AWS S3
Daloopa's fundamental data is now available as file-based delivery directly into a dedicated Amazon S3 bucket. Access our data in your own cloud environment without building ETL pipelines or managing data movement — ideal for teams that want raw Parquet files integrated into their own pipelines, regardless of stack.
What Is S3?
Amazon S3 (Simple Storage Service) is AWS's cloud storage product. An S3 bucket is a container in the cloud where companies store and retrieve large datasets at scale. Daloopa provisions a dedicated bucket, loads your subscribed data on a scheduled basis, and grants your AWS account read-only access.
Why S3?
Snowflake and Databricks serve teams already on those platforms. S3 fills the gap for clients who want raw file-based delivery into their own cloud pipelines — whether you're running Spark, Athena, Redshift, or a custom data stack.
Key Benefits
- Cost-Effective: No per-query API fees or warehouse compute costs — just S3 storage
- Rapid Setup: Clients access data shortly after provisioning
- No ETL Required: Data is delivered as company-specific Parquet files directly into your bucket, ready to consume as-is
- Seamless Integration: Join Daloopa data with internal datasets without data movement
- Scalable Access: Multiple teams can query without hitting API rate limits
- Instant Updates: Data refreshes reflect in your bucket every 30 minutes
How It Works
1. We Publish
Daloopa creates a dedicated S3 bucket and loads your agreed-upon data as ticker-partitioned Parquet files, starting with a full historical backfill.
2. We Grant Access
Engineering provisions read-only cross-account access to your AWS account so you can query directly from your environment.
3. We Update
When our data updates, new files land in your bucket within 30 minutes. Files older than 30 days are automatically removed — be sure to ingest data within that window.
S3 vs. API Coverage
| Capability | S3 | API |
|---|---|---|
| Companies | ✓ | ✓ |
| Series | ✓ | ✓ |
| Fundamentals | ✓ | ✓ |
| Download (company model) | — | ✓ |
| Export (CSV with series and datapoints) | — | ✓ |
| Industry Models | — | ✓ |
| Taxonomy (standardized metrics mapping) | ✓ | ✓ |
| Documents (download and keyword search) | — | ✓ |
Future Data: Additional data sources will be added in future releases.

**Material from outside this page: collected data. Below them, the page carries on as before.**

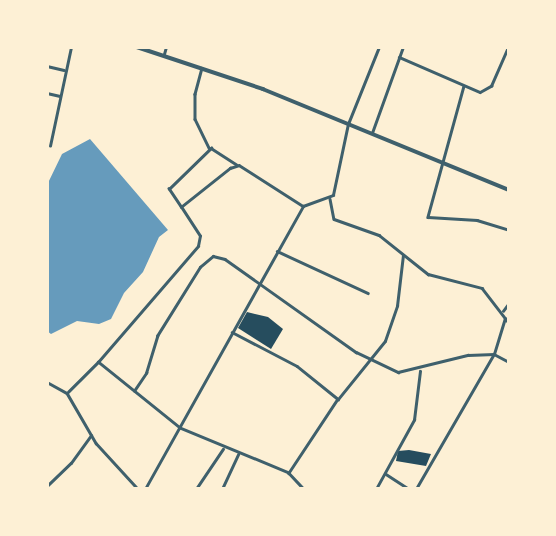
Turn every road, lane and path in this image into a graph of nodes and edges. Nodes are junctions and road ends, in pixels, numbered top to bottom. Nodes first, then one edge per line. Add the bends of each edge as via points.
1 (71, 47) edge
2 (137, 47) edge
3 (166, 47) edge
4 (379, 47) edge
5 (402, 47) edge
6 (508, 47) edge
7 (164, 54) junction
8 (399, 57) junction
9 (47, 66) edge
10 (202, 68) junction
11 (66, 71) junction
12 (464, 86) junction
13 (47, 93) edge
14 (60, 96) junction
15 (348, 124) junction
16 (47, 126) edge
17 (52, 127) junction
18 (372, 133) junction
19 (50, 146) dead end
20 (210, 149) junction
21 (441, 160) junction
22 (236, 164) junction
23 (509, 190) edge
24 (330, 199) junction
25 (303, 206) junction
26 (181, 207) junction
27 (509, 230) edge
28 (277, 251) junction
29 (403, 255) junction
30 (257, 285) junction
31 (368, 293) dead end
32 (509, 303) edge
33 (503, 311) junction
34 (505, 318) junction
35 (509, 323) edge
36 (232, 332) junction
37 (494, 354) junction
38 (370, 360) junction
39 (98, 362) junction
40 (509, 362) edge
41 (420, 370) junction
42 (47, 382) edge
43 (134, 391) junction
44 (67, 393) junction
45 (338, 399) junction
46 (180, 428) junction
47 (91, 435) junction
48 (224, 448) junction
49 (238, 455) junction
50 (289, 473) junction
51 (386, 474) junction
52 (47, 486) edge
53 (138, 489) edge
54 (145, 489) edge
55 (195, 489) edge
56 (222, 489) edge
57 (304, 489) edge
58 (376, 489) edge
59 (409, 489) edge
60 (416, 489) edge

1 - 11 street
2 - 7 street
3 - 7 street
4 - 15 street
5 - 8 street
6 - 12 street via 487,90
7 - 10 street
8 - 12 street
8 - 18 street
9 - 11 street
10 - 15 street
10 - 20 street via 195,119
11 - 14 street
12 - 21 street
13 - 14 street
14 - 17 street
15 - 18 street
15 - 24 street
16 - 17 street
17 - 19 street
18 - 21 street
20 - 22 street
20 - 26 street via 169,189
21 - 23 street
21 - 27 street via 428,217 477,220
22 - 25 street
22 - 26 street
24 - 25 street
24 - 29 street via 334,219 379,235
25 - 28 street
26 - 39 street via 201,236 198,246
28 - 30 street
28 - 31 street
29 - 33 street via 428,274 482,288
29 - 38 street via 397,306 385,341
30 - 36 street
30 - 38 street
30 - 43 street via 225,259 206,260 157,336 146,373
32 - 33 street
33 - 34 street
34 - 35 street
34 - 37 street
36 - 45 street via 297,366
36 - 46 street
37 - 40 street
37 - 41 street via 455,357
37 - 60 street
38 - 41 street via 398,372
38 - 45 street
39 - 43 street
39 - 44 street
41 - 51 street via 414,421 389,460
42 - 44 street
43 - 46 street
44 - 47 street
45 - 50 street
46 - 48 street
46 - 54 street
47 - 52 street
47 - 53 street
48 - 49 street
48 - 55 street
49 - 50 street
49 - 56 street
50 - 57 street
51 - 58 street
51 - 59 street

Important Details: Fields within each Parquet file mirror our API responses with minor differences — clients familiar with our API will recognize the same data.
Data Format
S3 clients receive data as ticker-partitioned Parquet files organized by company. Each data file contains the full set of company metadata, series definitions, and fundamental financial data for that ticker.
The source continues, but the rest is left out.